▶ **TASK TO COMPLETE**: Each entry below must appear in the answer exactly as written.

▶ **EXERCISE INPUT**:

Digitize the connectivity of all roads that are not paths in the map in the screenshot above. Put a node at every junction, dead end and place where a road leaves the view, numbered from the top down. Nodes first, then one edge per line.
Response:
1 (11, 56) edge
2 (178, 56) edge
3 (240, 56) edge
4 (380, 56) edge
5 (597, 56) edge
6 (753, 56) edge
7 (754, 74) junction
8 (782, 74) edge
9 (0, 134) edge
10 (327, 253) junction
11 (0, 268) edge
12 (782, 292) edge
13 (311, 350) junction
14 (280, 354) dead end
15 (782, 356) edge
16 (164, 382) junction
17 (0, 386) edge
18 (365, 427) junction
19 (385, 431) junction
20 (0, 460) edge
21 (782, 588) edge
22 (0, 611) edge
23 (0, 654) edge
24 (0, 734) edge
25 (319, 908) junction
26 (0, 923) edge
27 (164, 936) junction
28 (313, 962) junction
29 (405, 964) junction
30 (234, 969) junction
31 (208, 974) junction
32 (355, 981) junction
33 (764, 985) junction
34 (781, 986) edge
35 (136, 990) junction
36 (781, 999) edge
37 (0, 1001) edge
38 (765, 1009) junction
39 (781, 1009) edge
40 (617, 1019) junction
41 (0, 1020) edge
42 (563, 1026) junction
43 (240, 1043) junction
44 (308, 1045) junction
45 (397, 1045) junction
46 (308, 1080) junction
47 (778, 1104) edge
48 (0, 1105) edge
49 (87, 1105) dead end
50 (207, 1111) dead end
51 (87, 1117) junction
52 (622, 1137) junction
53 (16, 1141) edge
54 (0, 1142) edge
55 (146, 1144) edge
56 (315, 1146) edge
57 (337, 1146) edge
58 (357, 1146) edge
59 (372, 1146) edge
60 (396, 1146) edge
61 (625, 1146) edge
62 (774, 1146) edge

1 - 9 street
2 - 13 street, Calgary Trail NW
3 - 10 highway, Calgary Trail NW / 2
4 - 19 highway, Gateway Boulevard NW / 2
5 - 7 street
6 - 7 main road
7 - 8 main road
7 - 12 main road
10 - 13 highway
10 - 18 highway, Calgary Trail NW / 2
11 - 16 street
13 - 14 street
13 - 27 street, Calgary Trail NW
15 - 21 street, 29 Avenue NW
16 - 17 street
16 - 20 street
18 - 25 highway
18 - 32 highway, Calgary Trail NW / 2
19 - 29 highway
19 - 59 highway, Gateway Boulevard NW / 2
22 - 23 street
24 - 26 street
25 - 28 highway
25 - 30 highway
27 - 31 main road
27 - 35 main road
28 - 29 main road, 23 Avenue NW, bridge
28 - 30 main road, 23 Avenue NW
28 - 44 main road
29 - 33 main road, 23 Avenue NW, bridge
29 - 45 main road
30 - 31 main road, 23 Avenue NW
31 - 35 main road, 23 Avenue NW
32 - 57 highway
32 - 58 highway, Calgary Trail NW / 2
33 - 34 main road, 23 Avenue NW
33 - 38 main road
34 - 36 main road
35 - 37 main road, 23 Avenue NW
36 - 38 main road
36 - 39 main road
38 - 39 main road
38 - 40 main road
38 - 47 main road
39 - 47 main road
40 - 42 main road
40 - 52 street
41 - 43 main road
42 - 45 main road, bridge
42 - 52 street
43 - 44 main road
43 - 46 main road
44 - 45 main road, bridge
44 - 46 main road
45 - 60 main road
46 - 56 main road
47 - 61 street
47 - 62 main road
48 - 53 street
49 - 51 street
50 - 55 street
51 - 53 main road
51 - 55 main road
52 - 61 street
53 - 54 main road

▶ **ANSWER SECTION**:
Digitize the connectivity of all roads that are not paths in the map in the screenshot above. Put a node at every junction, dead end and place where a road leaves the view, numbered from the top down. Nodes first, then one edge per line.
Response:
1 (11, 56) edge
2 (178, 56) edge
3 (240, 56) edge
4 (380, 56) edge
5 (597, 56) edge
6 (753, 56) edge
7 (754, 74) junction
8 (782, 74) edge
9 (0, 134) edge
10 (327, 253) junction
11 (0, 268) edge
12 (782, 292) edge
13 (311, 350) junction
14 (280, 354) dead end
15 (782, 356) edge
16 (164, 382) junction
17 (0, 386) edge
18 (365, 427) junction
19 (385, 431) junction
20 (0, 460) edge
21 (782, 588) edge
22 (0, 611) edge
23 (0, 654) edge
24 (0, 734) edge
25 (319, 908) junction
26 (0, 923) edge
27 (164, 936) junction
28 (313, 962) junction
29 (405, 964) junction
30 (234, 969) junction
31 (208, 974) junction
32 (355, 981) junction
33 (764, 985) junction
34 (781, 986) edge
35 (136, 990) junction
36 (781, 999) edge
37 (0, 1001) edge
38 (765, 1009) junction
39 (781, 1009) edge
40 (617, 1019) junction
41 (0, 1020) edge
42 (563, 1026) junction
43 (240, 1043) junction
44 (308, 1045) junction
45 (397, 1045) junction
46 (308, 1080) junction
47 (778, 1104) edge
48 (0, 1105) edge
49 (87, 1105) dead end
50 (207, 1111) dead end
51 (87, 1117) junction
52 (622, 1137) junction
53 (16, 1141) edge
54 (0, 1142) edge
55 (146, 1144) edge
56 (315, 1146) edge
57 (337, 1146) edge
58 (357, 1146) edge
59 (372, 1146) edge
60 (396, 1146) edge
61 (625, 1146) edge
62 (774, 1146) edge

1 - 9 street
2 - 13 street, Calgary Trail NW
3 - 10 highway, Calgary Trail NW / 2
4 - 19 highway, Gateway Boulevard NW / 2
5 - 7 street
6 - 7 main road
7 - 8 main road
7 - 12 main road
10 - 13 highway
10 - 18 highway, Calgary Trail NW / 2
11 - 16 street
13 - 14 street
13 - 27 street, Calgary Trail NW
15 - 21 street, 29 Avenue NW
16 - 17 street
16 - 20 street
18 - 25 highway
18 - 32 highway, Calgary Trail NW / 2
19 - 29 highway
19 - 59 highway, Gateway Boulevard NW / 2
22 - 23 street
24 - 26 street
25 - 28 highway
25 - 30 highway
27 - 31 main road
27 - 35 main road
28 - 29 main road, 23 Avenue NW, bridge
28 - 30 main road, 23 Avenue NW
28 - 44 main road
29 - 33 main road, 23 Avenue NW, bridge
29 - 45 main road
30 - 31 main road, 23 Avenue NW
31 - 35 main road, 23 Avenue NW
32 - 57 highway
32 - 58 highway, Calgary Trail NW / 2
33 - 34 main road, 23 Avenue NW
33 - 38 main road
34 - 36 main road
35 - 37 main road, 23 Avenue NW
36 - 38 main road
36 - 39 main road
38 - 39 main road
38 - 40 main road
38 - 47 main road
39 - 47 main road
40 - 42 main road
40 - 52 street
41 - 43 main road
42 - 45 main road, bridge
42 - 52 street
43 - 44 main road
43 - 46 main road
44 - 45 main road, bridge
44 - 46 main road
45 - 60 main road
46 - 56 main road
47 - 61 street
47 - 62 main road
48 - 53 street
49 - 51 street
50 - 55 street
51 - 53 main road
51 - 55 main road
52 - 61 street
53 - 54 main road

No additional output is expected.